Title: Mirror-frame with Mirror
Date: 1895-1910
Location: Spain, Eibar
Materials: iron, gold damascene, silver
Dimensions: 98 x 45.2 cm
Accession Number: ZUL 110
Other Notes:
This large and extremely heavy mirror appears to be constructed of more than twenty separate parts, excluding the sculpted appliqués. Its base element and support would be the flat recessed background to which the outer moulding and inner oval frame are attached. The frame is damascened overall in gold that is generally flat, but which is interspersed with elements worked into very low relief. Attached to the frame are some fourteen separate chiselled three-dimensional sculptures.
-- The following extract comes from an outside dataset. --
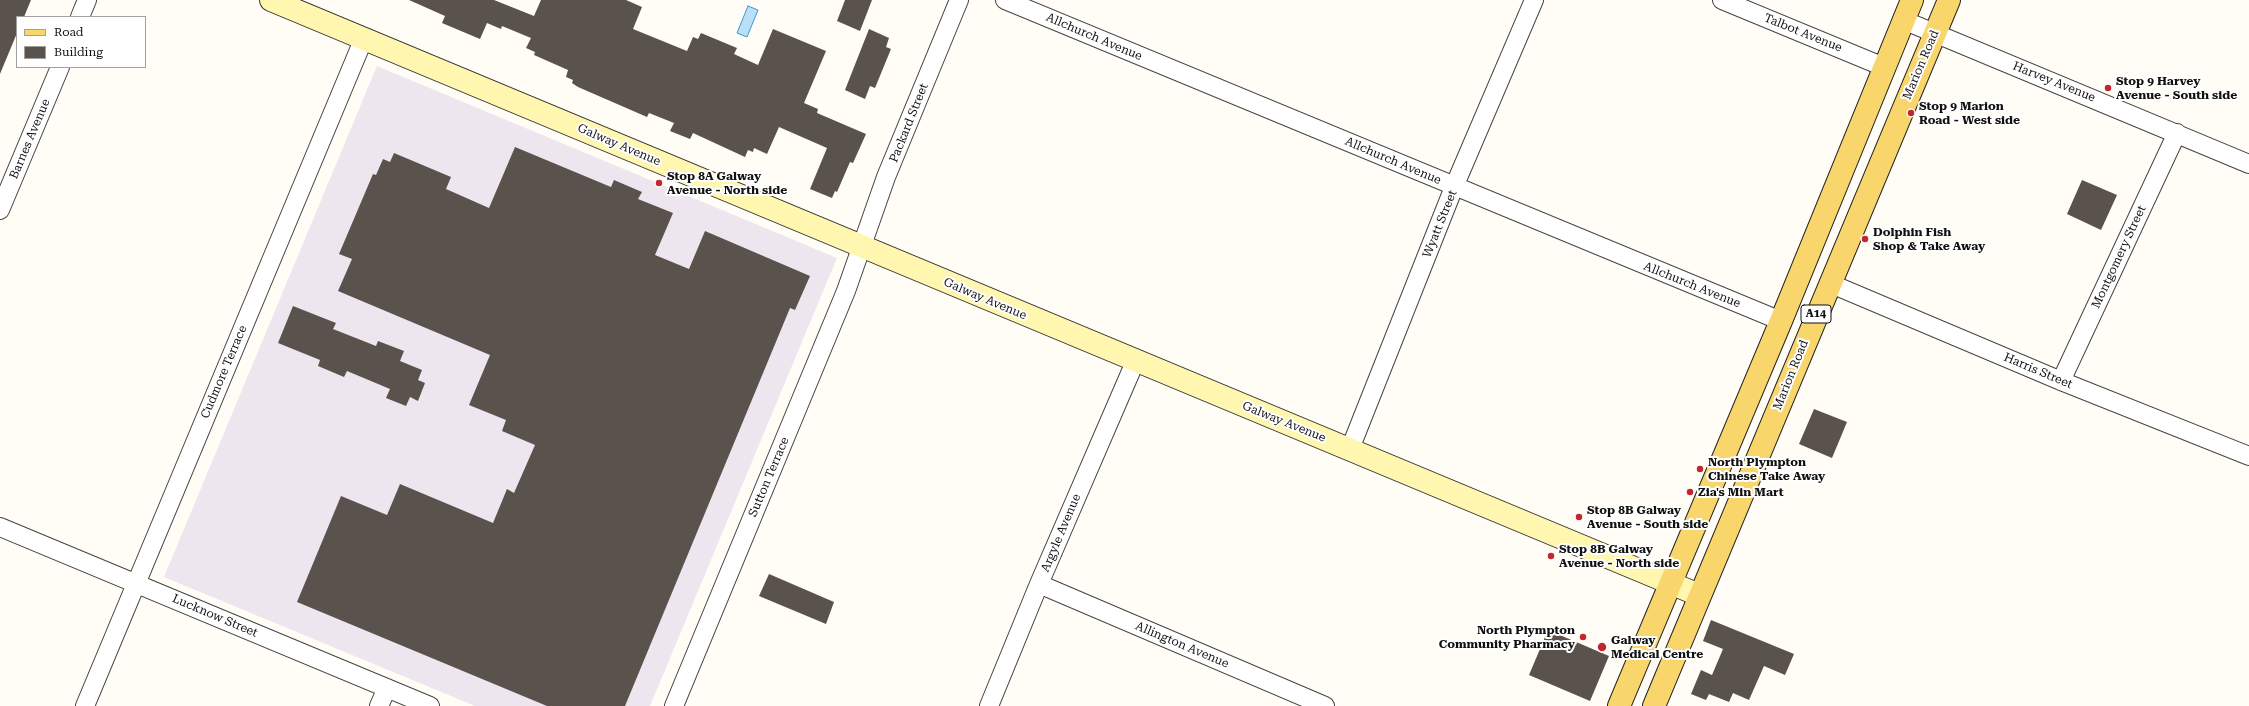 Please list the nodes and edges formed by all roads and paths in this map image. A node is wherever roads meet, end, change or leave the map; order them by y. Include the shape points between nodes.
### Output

Like the Fonthill casket (ZUL 102), or to an even greater extent Plácido’s Buckingham Palace table, this mirror-frame is conceived as if it were a piece of contemporary wooden furniture. Its construction and design relate more to the cabinetmaker’s art than to the ironworker’s. Oddly, the bevelled raised plaques containing the silvered relief sculptures are inspired by similar wooden plaques applied to completely machine-made furniture at the turn of the century. Often marbled, they substituted for the hand-carving of a few decades earlier. The outer frame is mitred and joined as if it too were its wooden counterpart. Other carved furniture or architectural details, such as the many tongue-and-dart mouldings, are reproduced flat in damascene.
The blackened iron sculptures of real and mythical beasts and acanthus foliage elements applied to the frame contrast with the profusion of gold, either burnished leaf or wire damascene. As with similar well-executed sculptures on other Eibar objects, these are extremely effective, and suggest a source of formal design which has not yet been identified.
This frame is an outstanding example of teamwork, indicating its production in a major workshop. It is certainly the finest example to come from an era in which the great commissions were becoming only a memory.
Bibliography:
J. D. Lavin (ed.), The Art and Tradition of the Zuloagas: Spanish Damascene from the Khalili Collection, Oxford 1997, cat. 45, pp.154–5.